2. Partition Assignment:
- Kafka uses several strategies to assign partitions to consumers within a group, such as range, round-robin, and sticky assignment strategies. This ensures that each partition is assigned to only one consumer within the group.
- The assignment can be dynamic and may change as consumers join or leave the group, or as partitions are added or removed.
3. Offset Management: - Consumers within a group keep track of their offsets (the position in a partition) to know which messages have been processed. Kafka can store these offsets in a special internal topic or manage them using external systems.
Consumer Behavior:
1. Fetching Metadata:
- When a consumer starts or joins a consumer group, it queries the Kafka broker to get metadata about the topic. This metadata includes information about partitions and their leaders.
2. Partition Assignment:
- The consumer receives partition assignments from the Kafka coordinator. This tells the consumer which partitions it is responsible for. Consumers poll these partitions for new messages.
3. Message Reading:
- Consumers read messages from their assigned partitions based on the last committed offset. They continuously fetch messages from the leader of each partition they are assigned to.
4. Rebalancing:
- When there are changes in the consumer group (e.g., a new consumer joins or an existing consumer leaves), Kafka triggers a rebalance. During this process, partitions may be reassigned among consumers to maintain a balanced workload.
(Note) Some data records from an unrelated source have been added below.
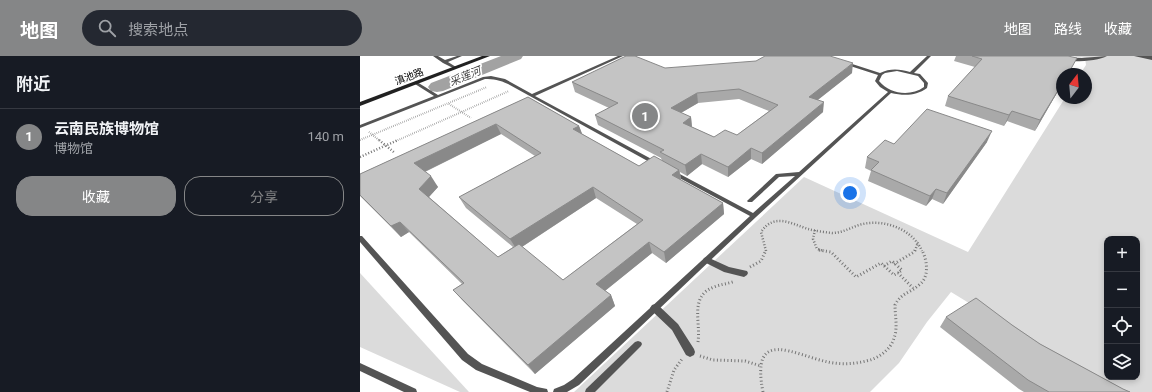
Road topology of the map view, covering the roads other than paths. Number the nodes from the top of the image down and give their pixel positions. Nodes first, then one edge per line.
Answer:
1 (435, 56) edge
2 (460, 56) edge
3 (487, 56) edge
4 (621, 56) edge
5 (929, 56) edge
6 (1046, 56) edge
7 (1104, 56) edge
8 (1138, 56) edge
9 (1152, 58) edge
10 (838, 61) edge
11 (444, 62) junction
12 (455, 68) junction
13 (912, 72) junction
14 (880, 74) junction
15 (416, 83) junction
16 (891, 91) junction
17 (436, 96) junction
18 (532, 96) junction
19 (539, 100) junction
20 (360, 104) edge
21 (532, 104) edge
22 (361, 126) edge
23 (664, 168) edge
24 (671, 171) edge
25 (800, 174) junction
26 (750, 201) dead end
27 (754, 216) junction
28 (360, 238) edge
29 (707, 260) junction
30 (744, 273) road end
31 (655, 308) junction
32 (638, 344) dead end
33 (690, 352) road end
34 (360, 367) edge
35 (413, 392) edge
36 (540, 392) edge
37 (557, 392) edge
38 (589, 392) edge

1 - 11 lane
2 - 11 lane
3 - 12 main road, 滇池路
4 - 18 lane
5 - 13 lane
6 - 7 street
8 - 9 street
10 - 14 lane
11 - 12 lane
12 - 15 main road, 滇池路
13 - 14 lane
13 - 16 lane
14 - 16 lane
15 - 17 lane
15 - 20 main road, 滇池路
16 - 25 lane
17 - 18 lane
17 - 22 lane
18 - 19 lane
19 - 21 lane
19 - 23 lane
24 - 27 lane
25 - 26 lane
25 - 27 lane
27 - 29 lane
28 - 36 lane
29 - 30 street
29 - 31 lane
31 - 33 street
31 - 37 lane
32 - 38 lane
34 - 35 lane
How partitions and consumer groups work in Kafka?
Scenario:
Imagine we have a Kafka topic named orders that is used to process customer orders in an e-commerce platform. This topic is configured with 4 partitions (P0, P1, P2, P3). We also have a consumer group named order-processors with 2 consumers (C1 and C2).
Initial Setup
- Topic orders with 4 partitions:
- P0
- P1
- P2
- P3
- Consumer Group order-processors with 2 consumers:
- C1
- C2
Steps:
1. Metadata Fetching:
- When C1 and C2 start, they connect to the Kafka broker to fetch metadata about the orders topic, including the number of partitions and their leaders.
2. Partition Assignment:
- Kafka's coordinator assigns partitions to consumers in the group. The assignment might look like this:
- C1 is assigned P0 and P1.
- C2 is assigned P2 and P3.
This ensures that each partition is read by only one consumer in the group.
3. Reading Messages:
- C1 will read messages from partitions P0 and P1.
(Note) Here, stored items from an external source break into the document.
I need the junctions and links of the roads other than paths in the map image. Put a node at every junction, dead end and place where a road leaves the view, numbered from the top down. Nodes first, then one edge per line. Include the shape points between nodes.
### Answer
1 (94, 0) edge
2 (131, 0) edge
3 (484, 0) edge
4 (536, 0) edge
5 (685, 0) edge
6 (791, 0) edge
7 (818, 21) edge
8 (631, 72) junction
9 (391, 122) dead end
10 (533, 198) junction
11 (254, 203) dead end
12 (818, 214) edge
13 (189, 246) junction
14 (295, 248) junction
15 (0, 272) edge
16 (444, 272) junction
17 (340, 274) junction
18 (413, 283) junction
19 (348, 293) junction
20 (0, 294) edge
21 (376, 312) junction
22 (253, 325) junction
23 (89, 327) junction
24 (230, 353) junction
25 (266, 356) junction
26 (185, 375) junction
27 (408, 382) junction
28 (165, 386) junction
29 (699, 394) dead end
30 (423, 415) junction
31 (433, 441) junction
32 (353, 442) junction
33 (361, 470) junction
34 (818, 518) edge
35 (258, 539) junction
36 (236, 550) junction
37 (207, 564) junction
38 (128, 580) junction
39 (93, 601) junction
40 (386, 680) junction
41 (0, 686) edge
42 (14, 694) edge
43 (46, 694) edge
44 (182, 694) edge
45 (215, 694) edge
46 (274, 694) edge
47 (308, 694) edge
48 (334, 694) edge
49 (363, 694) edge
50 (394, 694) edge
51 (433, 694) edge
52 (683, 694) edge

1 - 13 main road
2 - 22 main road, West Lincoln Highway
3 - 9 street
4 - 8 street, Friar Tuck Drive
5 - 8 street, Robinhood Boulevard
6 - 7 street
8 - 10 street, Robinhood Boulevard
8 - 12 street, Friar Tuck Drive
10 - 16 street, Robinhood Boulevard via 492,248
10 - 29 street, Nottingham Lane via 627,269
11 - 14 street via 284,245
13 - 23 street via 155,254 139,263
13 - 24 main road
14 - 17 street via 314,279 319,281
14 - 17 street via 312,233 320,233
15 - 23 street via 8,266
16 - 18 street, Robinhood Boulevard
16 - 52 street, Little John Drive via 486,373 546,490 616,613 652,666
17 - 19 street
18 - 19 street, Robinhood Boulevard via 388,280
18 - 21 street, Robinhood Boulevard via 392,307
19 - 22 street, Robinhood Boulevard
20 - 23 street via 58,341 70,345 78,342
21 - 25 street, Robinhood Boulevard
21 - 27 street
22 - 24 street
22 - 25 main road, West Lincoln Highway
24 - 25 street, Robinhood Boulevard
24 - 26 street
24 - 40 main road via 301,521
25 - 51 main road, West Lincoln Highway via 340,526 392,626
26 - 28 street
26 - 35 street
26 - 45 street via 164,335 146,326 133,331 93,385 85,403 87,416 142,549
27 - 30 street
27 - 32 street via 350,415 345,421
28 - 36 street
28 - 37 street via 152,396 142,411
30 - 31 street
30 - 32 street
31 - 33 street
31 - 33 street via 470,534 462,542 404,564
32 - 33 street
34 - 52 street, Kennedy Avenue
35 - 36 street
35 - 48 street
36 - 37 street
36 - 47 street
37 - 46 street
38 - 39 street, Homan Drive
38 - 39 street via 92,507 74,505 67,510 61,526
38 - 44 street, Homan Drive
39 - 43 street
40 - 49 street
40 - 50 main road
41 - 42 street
- C2 will read messages from partitions P2 and P3.
- Each consumer keeps track of the last processed offset in each of its partitions to ensure it knows where to resume reading in case of a restart.
Example Message Flow
- Partition P0: Receives messages with offsets 0, 1, 2, ...
- Partition P1: Receives messages with offsets 0, 1, 2, ...
- Partition P2: Receives messages with offsets 0, 1, 2, ...
- Partition P3: Receives messages with offsets 0, 1, 2, ...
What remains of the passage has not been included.